/AnMtgsAbsts2009.53473 Progress On Genetic Linkage Mapping in Diploid Buffalograss (Buchloe dactyloides (Nutt.) Engelm.).

Tuesday, November 3, 2009
Convention Center, Exhibit Hall BC, Second Floor

Desalegn Serba1, Robert Shearman2, Donald Lee2, Tiffany M. Heng-Moss1, Peter Baenziger3, Bekele Abeyo4 and Carol Caha5, (1)Univ. of Nebraska, Lincoln, Lincoln, NE
(2)Agronomy and Horticulture, Univ. of Nebraska, Lincoln, Lincoln, NE
(3)Univ. of Nebraska, Lincoln, NE
(4)Dept. of Agronomy and Horticuture, Univ. of Nebraska, Lincoln, Lincoln, NE
(5)Dept of Agronomy and Horticulture, Univ. of Nebraska, Lincoln, Lincoln, NE
Abstract:
Buffalograss genetic linkage mapping was initiated to construct a framework linkage map on progeny from a cross between a male and female diploid genotypes differing in gender expression, turf quality and internode length.

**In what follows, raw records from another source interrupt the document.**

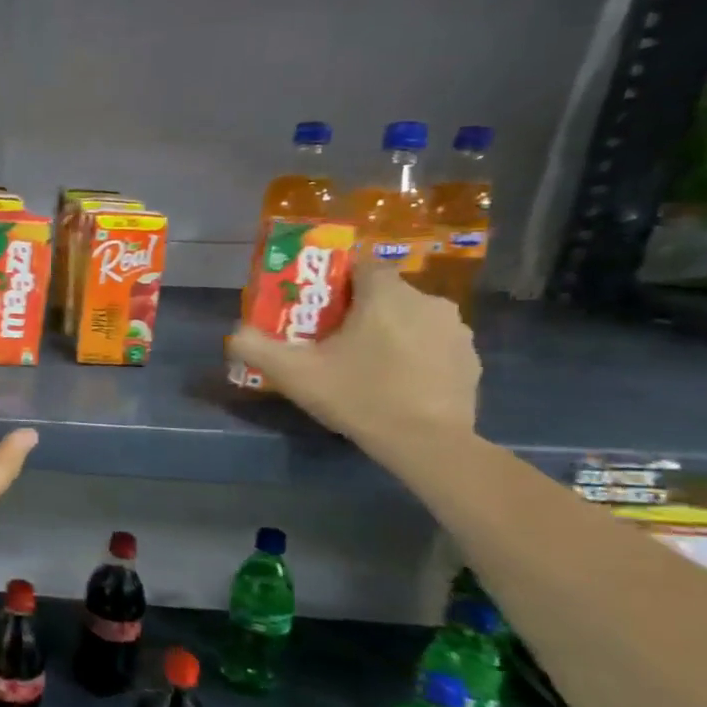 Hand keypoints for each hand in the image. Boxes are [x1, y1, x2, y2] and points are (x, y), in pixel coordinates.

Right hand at [226, 263, 479, 453]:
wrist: (428, 442)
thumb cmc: (358, 395)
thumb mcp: (292, 373)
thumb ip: (256, 347)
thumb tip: (235, 333)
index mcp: (385, 295)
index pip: (361, 265)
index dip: (336, 280)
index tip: (317, 305)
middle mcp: (428, 301)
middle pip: (385, 293)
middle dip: (359, 310)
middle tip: (331, 340)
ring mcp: (455, 330)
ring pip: (411, 318)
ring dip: (389, 331)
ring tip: (363, 363)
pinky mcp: (471, 359)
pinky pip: (432, 344)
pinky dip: (414, 355)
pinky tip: (395, 382) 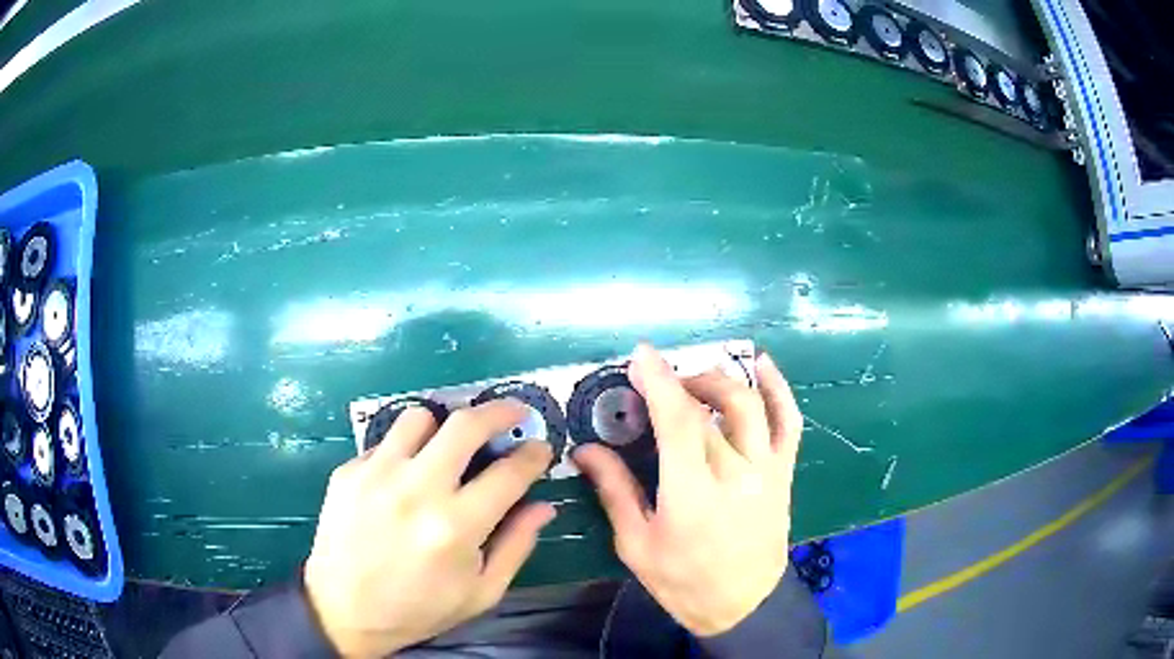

The parents were crossed in the greenhouse, and were isolated from any other source of buffalograss pollen. The parents were polymorphic for SRAP and SSR markers, and 94 F1 progeny from the mapping population were genotyped for the same polymorphic markers.  These data were subjected to linkage mapping analysis using ‘OneMap’ (i.e. a package in R statistical Analysis Software), which was developed for outcrossing plant species.  Out of 54 informative SRAP and SSR markers, 43 markers aligned into nine linkage groups against the haploid chromosome number of diploid buffalograss (N=10).  The number of markers per linkage group ranged from 2 to 18, with 5 as the average.  The distance between the loci estimated from the recombination frequencies ranged from 0.009 cM to 33 cM.  Linkage group number 2 had the largest number with 18 loci linked.  It probably contains many genes that control various traits or may be the largest chromosome in the buffalograss genome.  This study has laid a foundation for defining the linkage groups of the diploid buffalograss genome that will serve as an avenue for future genetic analysis of important traits.